How JavaScript works: WebRTC and the mechanics of peer to peer networking

Published in

SessionStack Blog

13 min readJul 5, 2018

This is post # 18 of the series dedicated to exploring JavaScript and its building components. In the process of identifying and describing the core elements, we also share some rules of thumb we use when building SessionStack, a JavaScript tool for developers to identify, visualize, and reproduce web app bugs through pixel-perfect session replay.

If you missed the previous chapters, you can find them here:

Overview

So what is WebRTC? First of all RTC stands for Real Time Communication which already gives a lot of information about this technology.

WebRTC fills a critical gap in the web platform. Previously, P2P technologies such as desktop Chat apps could do something that the web couldn’t. WebRTC changes that.

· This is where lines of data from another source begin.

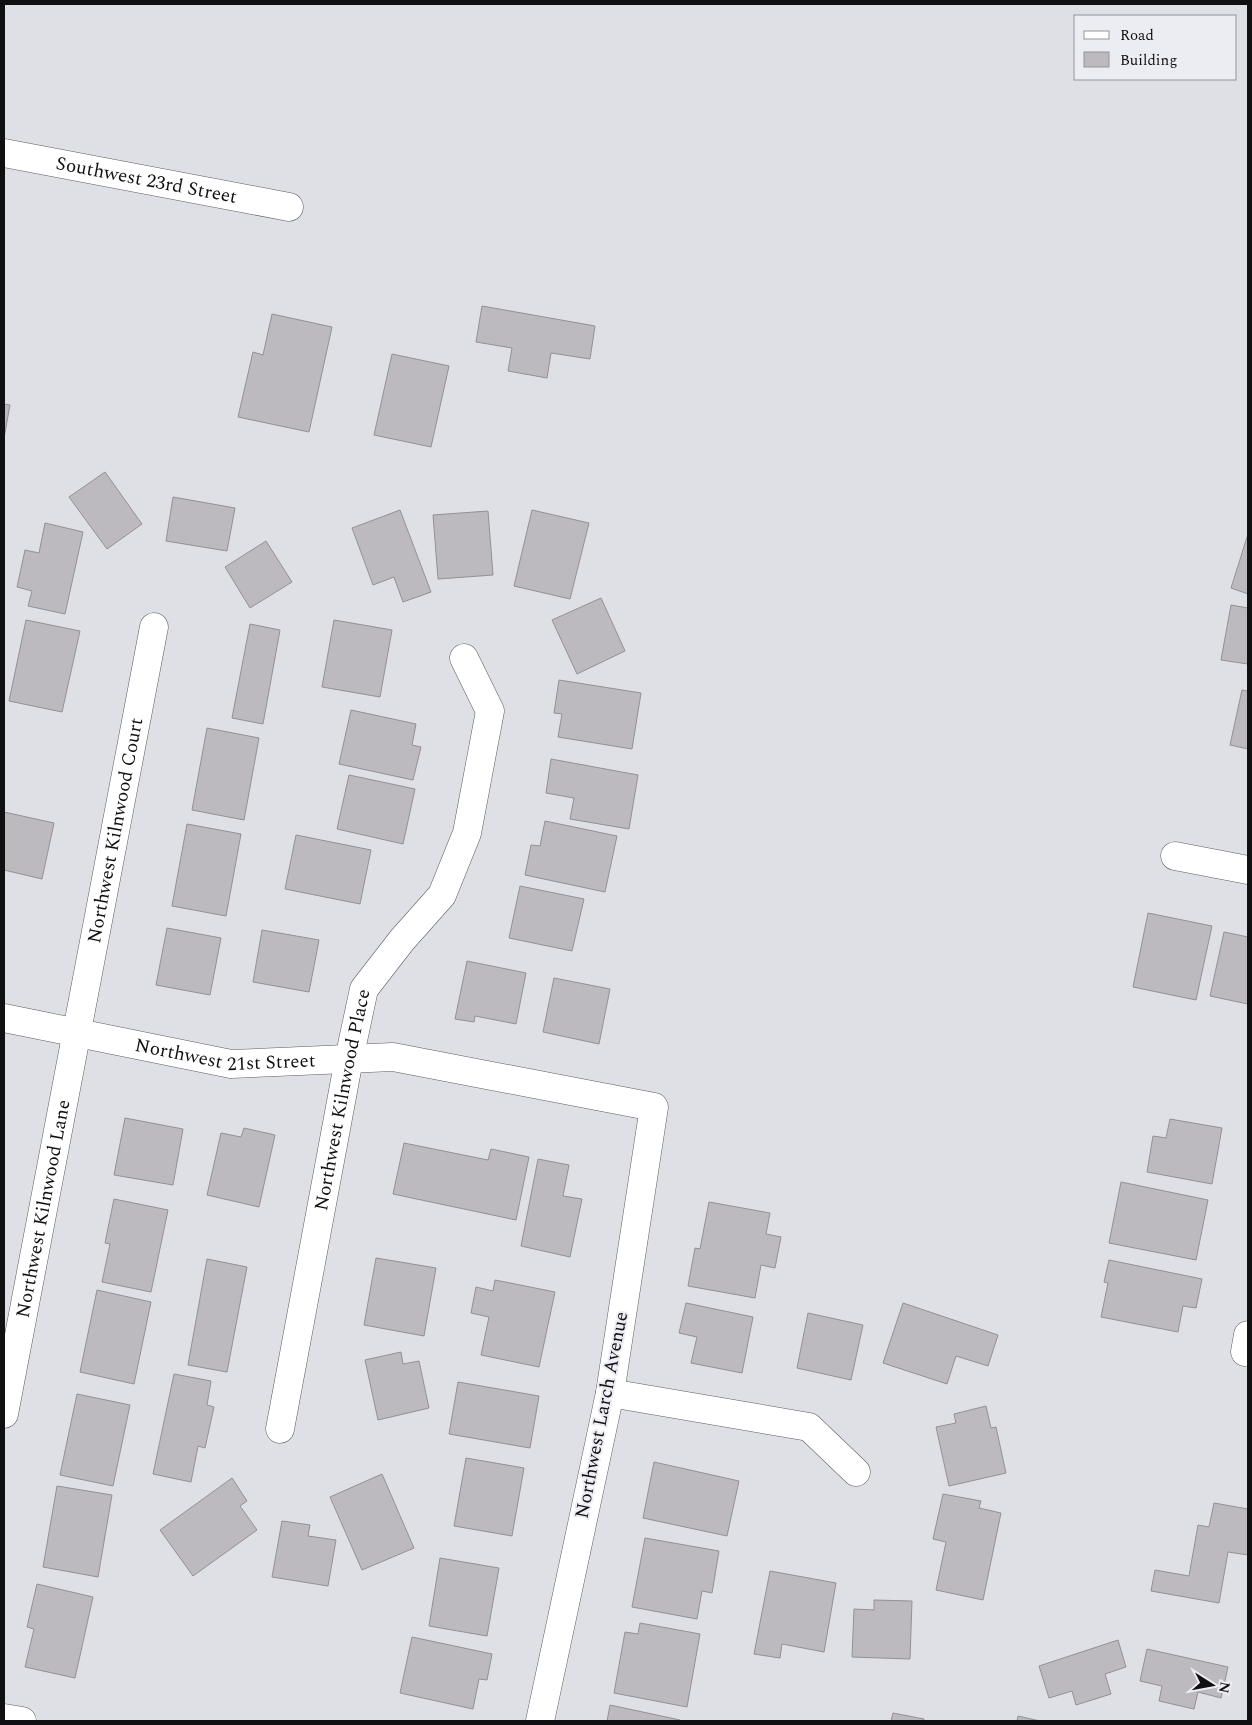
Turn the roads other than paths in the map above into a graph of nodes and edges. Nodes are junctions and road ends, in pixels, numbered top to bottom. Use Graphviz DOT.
graph roads {
  1 [pos="4,153"];
  2 [pos="289,207"];
  3 [pos="154,628"];
  4 [pos="464,658"];
  5 [pos="1176,856"];
  6 [pos="1248,870"];
  7 [pos="4,1018"];
  8 [pos="77,1033"];
  9 [pos="349,1059"];
  10 [pos="654,1107"];
  11 [pos="610,1393"];
  12 [pos="4,1414"];
  13 [pos="280,1429"];
  14 [pos="856,1472"];
  15 [pos="4,1718"];
  16 [pos="22,1721"];
  17 [pos="540,1721"];
  1 -- 2 [label="street, Southwest 23rd Street"];
  3 -- 8 [label="street, Northwest Kilnwood Court"];
  4 -- 9 [label="street, Northwest Kilnwood Place"];
  5 -- 6 [label="street"];
  7 -- 8 [label="street, Northwest 21st Street"];
  8 -- 9 [label="street, Northwest 21st Street"];
  8 -- 12 [label="street, Northwest Kilnwood Lane"];
  9 -- 10 [label="street, Northwest 21st Street"];
  9 -- 13 [label="street, Northwest Kilnwood Place"];
  10 -- 11 [label="street, Northwest Larch Avenue"];
  11 -- 14 [label="street"];
  11 -- 17 [label="street, Northwest Larch Avenue"];
  15 -- 16 [label="street"];
}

WebRTC basically allows web apps go create Peer-To-Peer communication, which we’ll discuss in this post. We’ll also discuss the following topics, in order to give you the full picture on the internals of WebRTC:

Peer-To-Peer communication
Firewalls and NAT Traversal
Signaling, Sessions, and Protocols
WebRTC APIs

Peer-To-Peer Communication

In order to communicate with another peer via a web browser, each person’s web browser must go through the following steps:

Agree to begin communication
Know how to locate one another
Bypass security and firewall protections
Transmit all multimedia communications in real-time

One of the biggest challenges associated with browser-based peer-to-peer communications is knowing how to locate and establish a network socket connection with another web browser in order to bidirectionally transmit data. We’ll go through the difficulties, associated with establishing this connection.

When your web application needs some data or a resource, it fetches it from some server and that’s it. If you, however, want to create a peer-to-peer video chat, by directly connecting to someone else’s browser — you don’t know the address since the other browser is not a known web server. So, in order to establish a p2p connection, more is needed.

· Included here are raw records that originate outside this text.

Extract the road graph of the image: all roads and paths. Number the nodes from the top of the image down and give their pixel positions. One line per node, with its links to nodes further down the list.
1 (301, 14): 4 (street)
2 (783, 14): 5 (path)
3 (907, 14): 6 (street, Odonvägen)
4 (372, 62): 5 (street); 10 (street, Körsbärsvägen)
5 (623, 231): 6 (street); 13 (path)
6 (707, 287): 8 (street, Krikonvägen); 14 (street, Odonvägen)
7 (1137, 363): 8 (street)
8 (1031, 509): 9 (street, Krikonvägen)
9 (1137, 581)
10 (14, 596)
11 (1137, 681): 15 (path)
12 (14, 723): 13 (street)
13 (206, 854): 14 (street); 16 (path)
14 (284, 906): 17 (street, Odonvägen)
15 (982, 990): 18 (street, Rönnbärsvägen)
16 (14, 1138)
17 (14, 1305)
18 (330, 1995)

Firewalls and NAT Traversal

Your computer doesn’t typically have a static public IP address assigned. The reason is that your computer is sitting behind a firewall and a network access translation device (NAT).

A NAT device is a device that translates private IP addresses from inside a firewall to public-facing IP addresses. NAT devices are needed for security and IPv4 limitations on available public IP addresses. This is why your web application shouldn’t assume that the current device has a public static IP address.

Let’s see how a NAT device works. If you’re on a corporate network and join the WiFi, your computer will be assigned an IP address that exists only behind their NAT. Let’s say that the IP is 172.0.23.4. To the outside world, however, your IP address may look like 164.53.27.98. The outside world will therefore see your requests as coming from 164.53.27.98 but the NAT device will ensure that the responses to the requests, performed by your machine will be sent to the internal, 172.0.23.4. This happens thanks to mapping tables. Note that in addition to the IP address, a port is also required for network communications.

Given the involvement of a NAT device, your browser needs to figure out the IP address of the machine, which has the browser you want to communicate with.

This is where Session Traversal Utilities for NAT (STUN) and Traversal Using Relays around NAT (TURN) servers come into the picture. In order for WebRTC technologies to work, a request for your public-facing IP address is first made to a STUN server. Think of it like your computer making a query to a remote server, which is asking what is the IP address it receives the query from. The remote server then responds with the IP address it sees.

Assuming this process works and you receive your public-facing IP address and port, you are then able to tell other peers how to connect to you directly. These peers are also able to do the same thing using a STUN or TURN server and can tell you what address to contact them at as well.

Signaling, Sessions, and Protocols

The network information discovery process described above is one part of the larger topic of signaling, which is based on the JavaScript Session Establishment Protocol (JSEP) standard in the case of WebRTC. Signaling involves network discovery and NAT traversal, session creation and management, communication security, media-capability metadata and coordination, and error handling.

In order for the connection to work, peers must acquire local media conditions (resolution and codec capabilities, for instance) for metadata, and gather possible network addresses for the application’s host. The signaling mechanism for passing this crucial information back and forth is not built into the WebRTC API.

Signaling is not specified by the WebRTC standard, and it’s not implemented by its APIs in order to allow flexibility in the technologies and protocols used. Signaling and the server that handles it is left to the WebRTC app developer to deal with.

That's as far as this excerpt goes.